Milagros likes chicken, vegetables, purées and rice. She’s been able to digest solid food for some months now. She enjoys to be lifted up, she loves tickles, and above all, she loves being in the pool. Thanks to Jane’s determination to provide her daughter with the best care possible, she is now receiving hydrotherapy to stimulate her motor skills. Milagros loves the exercises in the water and has made a lot of progress.
Jane also counts on her family’s support to give her daughter the physical stimulation she needs. ‘When they come home from the therapy, Jane teaches us how to do the stimulation exercises and we practice them. She explains to us how to move Milagro and reminds us that we need look at her in the eye while we are speaking that she learns to recognize us. Now that she started to walk, we keep her standing as long as possible to strengthen her legs’, says Grey, Jane’s oldest sister.
‘When my children were little, Jane was so loving and caring with them; now is our turn to be there for her. If she needs me, if she needs anything from me, I’m going to help her, I always tell her that. We were told that Milagros was not going to be able to walk. But we didn’t give up, we fought, and we’ve seen a lot of progress. Milagros is actually walking’, adds Magola, Jane’s youngest sister.
‘No one had ever asked me how I felt until the Red Cross arrived’
While she looks at her daughter taking her first steps, Jane, visibly moved, shares a very important moment for her and her family: ‘On 31 December, Milagros managed to stand up by herself and came walking towards me. We were speechless, because we had been told she was never going to be able to walk. I felt such an intense joy that I started to cry’.
Jane ran to tell her relatives and neighbours, and phoned a Red Cross’ staff member who has been accompanying her over the last months. ‘Now that Milagros can walk, I feel very happy. And I also feel good because they tell me that I’m doing it right. I feel a lot more motivated’, says Jane.

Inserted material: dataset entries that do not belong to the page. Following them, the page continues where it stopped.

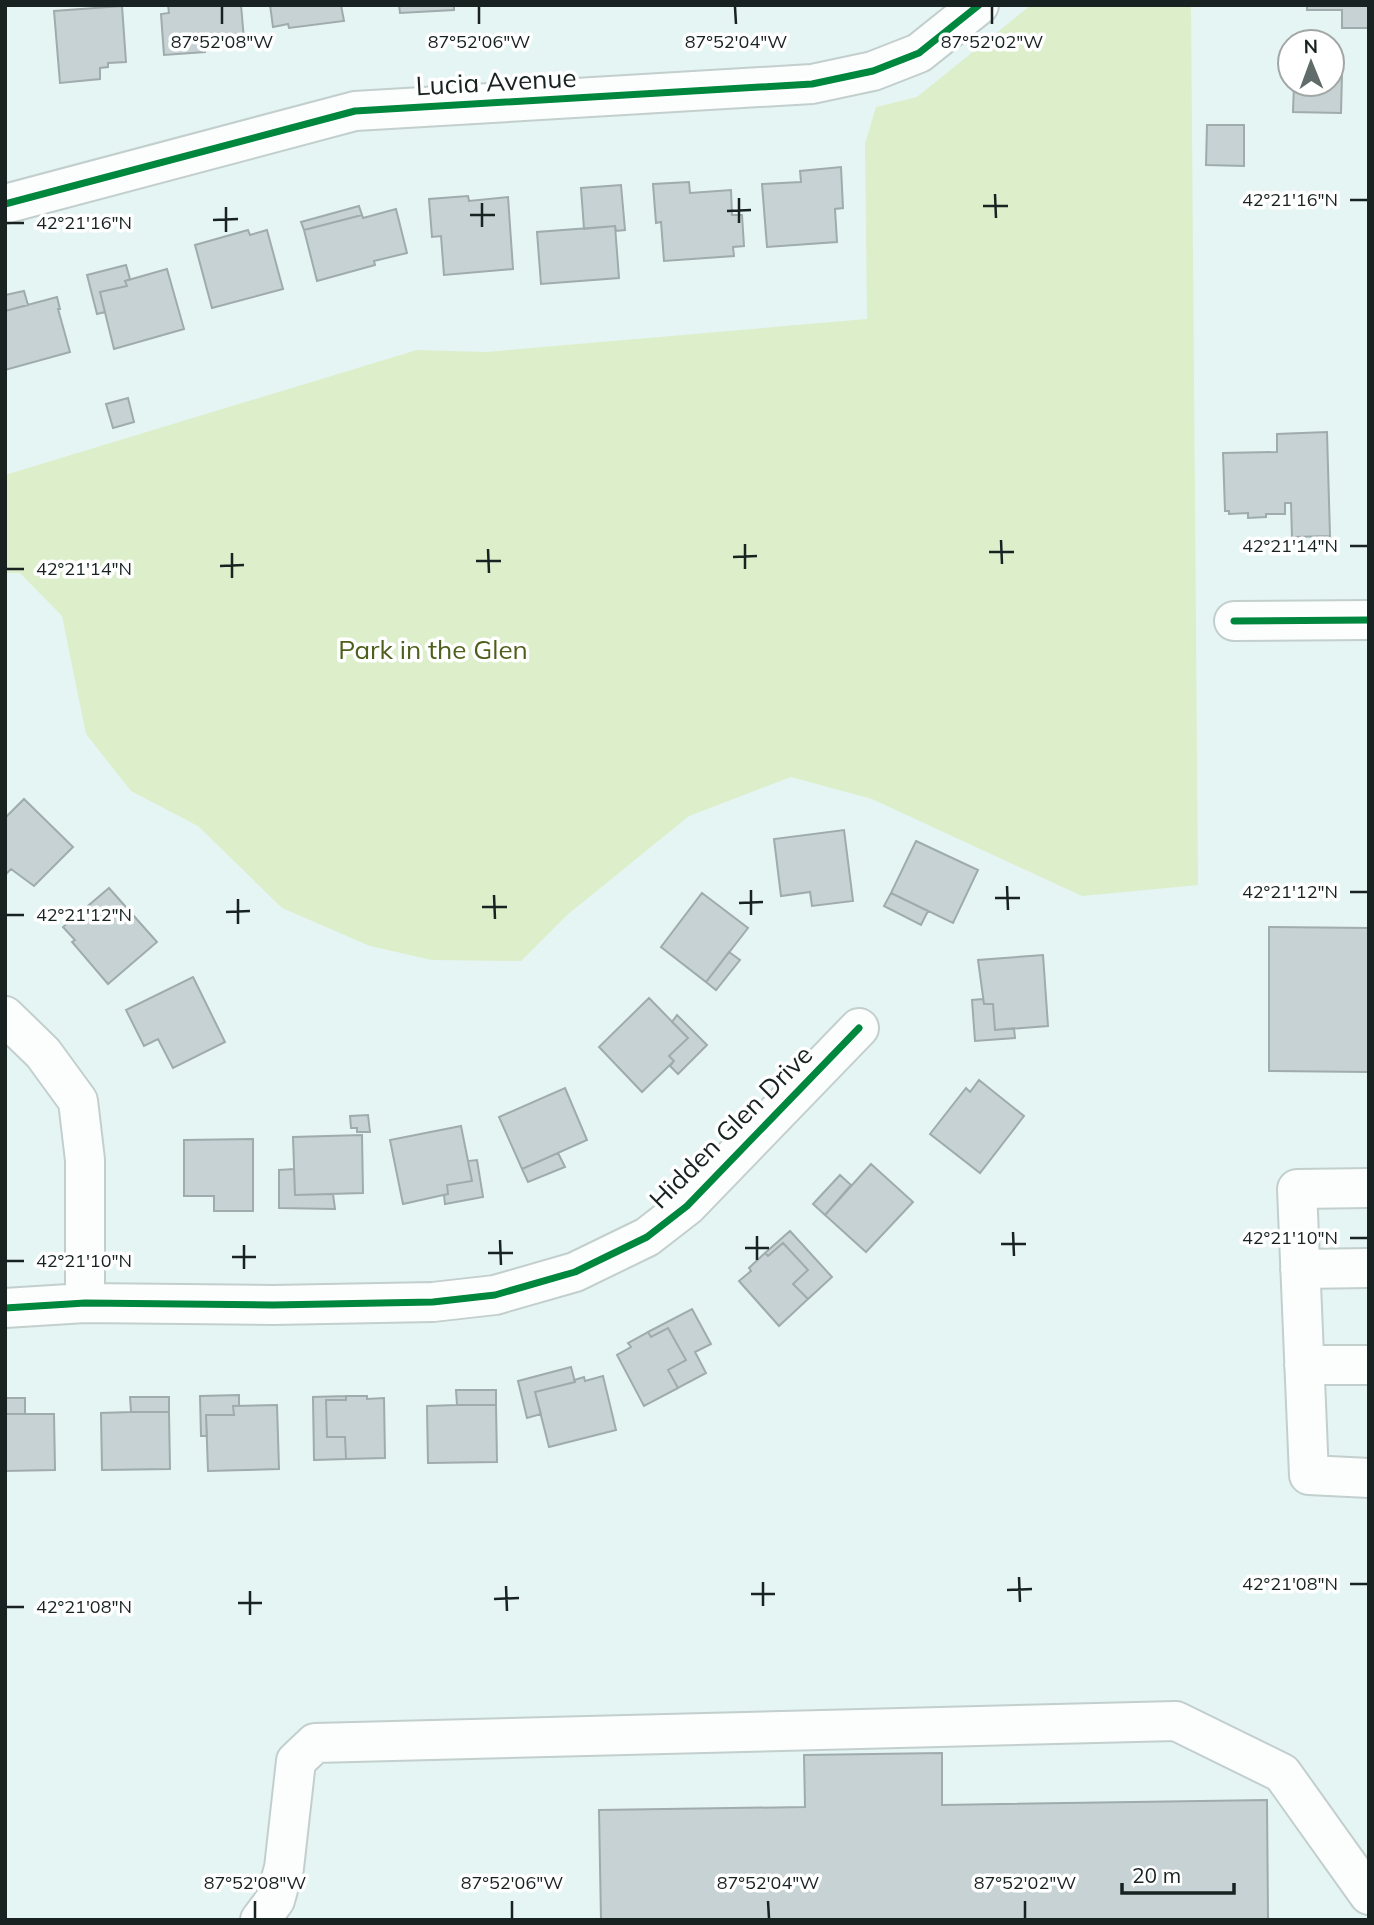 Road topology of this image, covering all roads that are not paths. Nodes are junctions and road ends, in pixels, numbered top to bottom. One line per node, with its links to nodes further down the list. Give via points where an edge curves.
1 (979, 5): 2 (street, Lucia Avenue, via 919,53 873,71 812,84 355,111)
2 (5, 204)
3 (1369, 620): 4 (street)
4 (1234, 621)
5 (5, 1016): 10 (street, via 43,1053 78,1101 85,1160)
6 (859, 1028): 10 (street, Hidden Glen Drive, via 687,1206 647,1237 575,1272 495,1295 433,1302)
7 (1369, 1188): 9 (street, via 1297,1189)
8 (1369, 1268): 9 (street)
9 (1300, 1269): 12 (street)
10 (85, 1303): 11 (street, Hidden Glen Drive)
11 (5, 1308)
12 (1304, 1365): 13 (street); 14 (street, via 1309,1475)
13 (1369, 1365)
14 (1369, 1478)
15 (1369, 1895): 16 (street, via 1282,1773 1176,1721 315,1744 296,1761 284,1868 275,1900)
16 (260, 1920)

Congenital Zika syndrome imposes a big emotional burden on families of children affected by this condition. From the day the baby is born, or even during pregnancy, women experience great anxiety and fear of having a child that would be ‘different’ and they usually don’t have access to the appropriate psychosocial support. Jane can count on the support from her sisters and other members to take care of Milagro, however the support she needs for herself is provided by the Colombian Red Cross, which focuses on both the child’s and the mother’s well-being.
‘The Red Cross has been helping me above all, giving me the support I need for myself. Before they came, I hadn’t spoken to anybody about my feelings and no one had asked me how I felt. And this is a very important thing. The other day, I suddenly woke up feeling scared, I was feeling really bad, and I started to do the breathing exercises they taught me. That made me feel much better. The Red Cross is helping me as much as my family’, says Jane expressing her gratitude.
In the picture: Dian Milagro and her aunt Magola.